The noble Lord, Lord Saltoun has raised a somewhat wider issue, and one that is of general significance: the issue whether, so to speak, a private Member who gets his blow in first—or, as the noble Lord, Lord Saltoun, says, gets up early in the morning—and, ahead of everybody, puts a Motion down for a given Wednesday, can insist on having that Motion taken first, irrespective of the wishes of the House.

LORD SALTOUN

I beg the noble Earl's pardon, but he is quite wrong. I did not say, "irrespective of the wishes of the House": I said for the Leaders on both sides of the House to put down a Motion directed against him. If the House were to wish it spontaneously, so to speak, I should not have the smallest objection. It is calling on the House and exercising your Whip to command a majority against a Back-Bench Peer that arouses my anger—I beg your Lordships' pardon: not my anger, but my indignation.

THE EARL OF LONGFORD

I do not think the noble Lord quite follows me. If this Motion of mine were to be put to the House, the House would have the means of deciding whether it wanted to have the Duke of Norfolk's Motion first or the Motion in the name of the noble Lord, Lord Russell of Liverpool. It would rest with the House. No one is taking anything away from the House. The Motion would be brought before the House in the same way as it was proposed to bring this one. I should just remind the House that Standing Order 38 prohibits the placing on the Order Paper of a notice of Business more than one month ahead, and that, in calculating that period, no account is to be taken of any time during which the House is in Recess.

The House will appreciate that our Standing Orders give great freedom to all Members of the House, and I should be very reluctant to see this position changed in any way. I suppose that if any one individual, apart from the Lord Chancellor and the Lord Chairman of Committees, is supposed to look to the interests of the House as a whole, that individual is the Leader of the House at the time. I have a duty to the House as a whole. That does not even mean the great majority of the House: it means every Member of the House. So I certainly should be very slow to interfere with the rights of individuals.

Nevertheless, such freedom obviously requires a great deal of organisation if the House is to organise its business effectively. We cannot have complete anarchy here.

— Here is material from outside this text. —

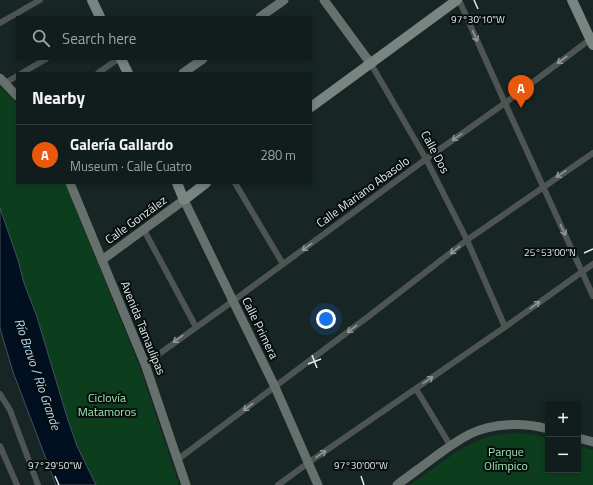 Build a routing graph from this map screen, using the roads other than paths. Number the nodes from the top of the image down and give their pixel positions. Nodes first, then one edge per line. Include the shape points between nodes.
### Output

For example, it is right and proper that the official Opposition should have full opportunities of raising great questions. The Liberal Party, also, are entitled to their opportunities; and so, of course, are the supporters of the Government of the day. And certainly the noble Lords who sit on the Cross-Benches, such as the noble Lord, Lord Saltoun, with their great wealth of knowledge and experience, must likewise have their opportunities. But this cannot all be left to a kind of smash-and-grab philosophy: there must be some organisation; and I think that most people would agree that the existing organisation works very well. On this question of putting down Motions, experience has shown that to have debates of real quality it is not enough just to put down a Motion, so that busy Peers who may have a contribution to make are informed in advance. These plans have to be laid—certainly in many cases—more than one month ahead.

I do not propose to explain (there is no secret about it; every Member of your Lordships House has a rough idea of how the procedure works) exactly how all this is achieved. But I am confident that the House is satisfied that what has been done over a period of years has been in the interests of the House; and I repeat that I am not aware of any case in which a Peer who wanted to put a Motion before the House has ever been defrauded of that opportunity. It may well be that he cannot have a particular debate at a particular time on a particular day; but that is hardly, I suggest, one of the essential human freedoms. He is entitled to have his subject debated in the House of Lords, and, as I say, I cannot think of anybody who has failed to do so. In the past, when I was not one of the leaders, I found many opportunities of bringing subjects before the House; and I have never had any difficulty with the Whips.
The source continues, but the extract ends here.